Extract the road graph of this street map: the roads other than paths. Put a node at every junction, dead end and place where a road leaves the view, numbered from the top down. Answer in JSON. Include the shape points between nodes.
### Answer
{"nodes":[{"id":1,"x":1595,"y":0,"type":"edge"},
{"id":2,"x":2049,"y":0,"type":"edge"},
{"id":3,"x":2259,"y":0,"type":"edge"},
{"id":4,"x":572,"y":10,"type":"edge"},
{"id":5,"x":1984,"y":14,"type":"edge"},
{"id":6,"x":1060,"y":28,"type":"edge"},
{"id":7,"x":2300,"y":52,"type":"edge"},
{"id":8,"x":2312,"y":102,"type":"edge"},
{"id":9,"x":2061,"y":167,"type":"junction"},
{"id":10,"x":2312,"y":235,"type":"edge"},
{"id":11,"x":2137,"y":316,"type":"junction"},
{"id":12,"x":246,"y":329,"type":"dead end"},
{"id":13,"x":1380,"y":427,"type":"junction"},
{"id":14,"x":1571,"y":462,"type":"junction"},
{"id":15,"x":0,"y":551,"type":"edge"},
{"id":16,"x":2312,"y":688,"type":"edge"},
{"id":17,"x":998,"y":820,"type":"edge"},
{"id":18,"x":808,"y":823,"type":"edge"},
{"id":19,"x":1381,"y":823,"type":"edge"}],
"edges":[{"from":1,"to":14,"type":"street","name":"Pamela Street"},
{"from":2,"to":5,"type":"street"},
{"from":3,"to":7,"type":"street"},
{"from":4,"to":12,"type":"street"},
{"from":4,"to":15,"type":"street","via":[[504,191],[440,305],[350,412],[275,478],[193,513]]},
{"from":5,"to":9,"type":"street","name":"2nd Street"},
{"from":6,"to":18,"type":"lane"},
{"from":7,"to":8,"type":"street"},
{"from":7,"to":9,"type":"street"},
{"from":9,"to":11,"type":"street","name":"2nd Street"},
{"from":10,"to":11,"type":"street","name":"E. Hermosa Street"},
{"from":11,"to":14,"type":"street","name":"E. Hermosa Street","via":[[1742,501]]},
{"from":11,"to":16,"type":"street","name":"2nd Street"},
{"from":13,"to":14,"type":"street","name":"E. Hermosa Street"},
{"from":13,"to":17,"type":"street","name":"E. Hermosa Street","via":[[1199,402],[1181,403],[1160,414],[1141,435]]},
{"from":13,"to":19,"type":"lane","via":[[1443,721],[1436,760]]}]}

* * *

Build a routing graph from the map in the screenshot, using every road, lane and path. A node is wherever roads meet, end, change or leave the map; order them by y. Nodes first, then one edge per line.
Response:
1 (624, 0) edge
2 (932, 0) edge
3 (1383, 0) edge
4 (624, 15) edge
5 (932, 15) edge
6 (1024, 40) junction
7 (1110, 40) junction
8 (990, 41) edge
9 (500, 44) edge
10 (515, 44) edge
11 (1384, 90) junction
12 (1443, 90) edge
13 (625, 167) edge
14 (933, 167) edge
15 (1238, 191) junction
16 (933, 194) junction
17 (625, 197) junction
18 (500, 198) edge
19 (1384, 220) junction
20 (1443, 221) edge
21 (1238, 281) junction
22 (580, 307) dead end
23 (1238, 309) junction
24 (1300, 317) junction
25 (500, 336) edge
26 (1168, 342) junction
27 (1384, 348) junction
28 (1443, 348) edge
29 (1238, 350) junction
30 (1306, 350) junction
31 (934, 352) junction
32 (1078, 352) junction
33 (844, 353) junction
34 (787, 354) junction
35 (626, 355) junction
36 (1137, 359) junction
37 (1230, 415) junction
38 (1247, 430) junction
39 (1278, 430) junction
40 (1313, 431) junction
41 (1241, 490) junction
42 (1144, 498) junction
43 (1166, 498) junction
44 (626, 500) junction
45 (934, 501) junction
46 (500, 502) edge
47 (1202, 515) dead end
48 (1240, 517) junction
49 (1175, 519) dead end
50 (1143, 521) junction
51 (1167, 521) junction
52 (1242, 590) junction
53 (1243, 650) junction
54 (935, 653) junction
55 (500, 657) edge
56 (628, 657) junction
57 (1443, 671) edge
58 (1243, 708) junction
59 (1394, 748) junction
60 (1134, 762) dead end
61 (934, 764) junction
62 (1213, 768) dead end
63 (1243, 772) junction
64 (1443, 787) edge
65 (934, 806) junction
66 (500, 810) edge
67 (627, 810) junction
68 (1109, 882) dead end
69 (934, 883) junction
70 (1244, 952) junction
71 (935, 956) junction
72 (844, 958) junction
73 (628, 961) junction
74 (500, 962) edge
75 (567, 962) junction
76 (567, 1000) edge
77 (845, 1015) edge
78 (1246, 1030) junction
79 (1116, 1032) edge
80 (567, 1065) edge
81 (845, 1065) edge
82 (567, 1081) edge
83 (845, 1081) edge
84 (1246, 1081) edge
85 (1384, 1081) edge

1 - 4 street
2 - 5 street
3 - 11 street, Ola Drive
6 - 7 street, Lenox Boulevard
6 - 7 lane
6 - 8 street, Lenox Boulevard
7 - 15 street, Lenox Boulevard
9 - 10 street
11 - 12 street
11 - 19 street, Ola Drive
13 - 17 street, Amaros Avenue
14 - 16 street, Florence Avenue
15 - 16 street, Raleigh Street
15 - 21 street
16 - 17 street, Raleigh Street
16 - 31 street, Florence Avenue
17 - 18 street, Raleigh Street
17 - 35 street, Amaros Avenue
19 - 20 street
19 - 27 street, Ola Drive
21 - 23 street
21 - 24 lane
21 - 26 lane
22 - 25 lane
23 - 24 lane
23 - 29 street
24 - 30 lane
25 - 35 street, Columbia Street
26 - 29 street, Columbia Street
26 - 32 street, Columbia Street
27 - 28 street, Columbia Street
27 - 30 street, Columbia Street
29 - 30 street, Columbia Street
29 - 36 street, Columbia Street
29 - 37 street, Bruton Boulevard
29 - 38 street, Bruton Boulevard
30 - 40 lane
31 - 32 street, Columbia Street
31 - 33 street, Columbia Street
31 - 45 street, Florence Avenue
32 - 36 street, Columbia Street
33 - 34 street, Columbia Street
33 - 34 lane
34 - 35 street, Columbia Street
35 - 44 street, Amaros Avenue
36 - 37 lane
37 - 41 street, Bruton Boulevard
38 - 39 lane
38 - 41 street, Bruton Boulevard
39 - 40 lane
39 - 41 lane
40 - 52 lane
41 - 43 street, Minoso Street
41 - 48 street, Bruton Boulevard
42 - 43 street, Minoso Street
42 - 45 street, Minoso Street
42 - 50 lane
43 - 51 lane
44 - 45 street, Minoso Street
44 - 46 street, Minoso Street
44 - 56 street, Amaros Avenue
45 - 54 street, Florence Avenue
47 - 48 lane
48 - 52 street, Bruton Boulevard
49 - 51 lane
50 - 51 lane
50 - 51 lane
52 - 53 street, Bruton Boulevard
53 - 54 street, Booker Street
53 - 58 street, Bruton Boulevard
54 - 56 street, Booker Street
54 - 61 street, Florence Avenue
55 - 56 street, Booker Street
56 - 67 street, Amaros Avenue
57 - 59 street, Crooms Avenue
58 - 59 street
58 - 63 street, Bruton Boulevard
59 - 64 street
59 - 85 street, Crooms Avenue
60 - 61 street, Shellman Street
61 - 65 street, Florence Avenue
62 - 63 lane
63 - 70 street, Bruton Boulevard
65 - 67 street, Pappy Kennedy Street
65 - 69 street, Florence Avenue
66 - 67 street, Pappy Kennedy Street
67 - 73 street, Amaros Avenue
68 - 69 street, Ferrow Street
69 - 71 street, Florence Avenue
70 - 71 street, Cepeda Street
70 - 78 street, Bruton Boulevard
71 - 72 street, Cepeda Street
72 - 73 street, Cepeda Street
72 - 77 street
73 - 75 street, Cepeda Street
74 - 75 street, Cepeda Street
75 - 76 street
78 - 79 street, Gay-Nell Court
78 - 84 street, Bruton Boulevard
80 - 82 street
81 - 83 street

### [Instructions to follow]
Copy each line of the entries that includes the word "Hermosa".

### [Task answer]
{"from":10,"to":11,"type":"street","name":"E. Hermosa Street"},
{"from":11,"to":14,"type":"street","name":"E. Hermosa Street","via":[[1742,501]]},
{"from":13,"to":14,"type":"street","name":"E. Hermosa Street"},
{"from":13,"to":17,"type":"street","name":"E. Hermosa Street","via":[[1199,402],[1181,403],[1160,414],[1141,435]]},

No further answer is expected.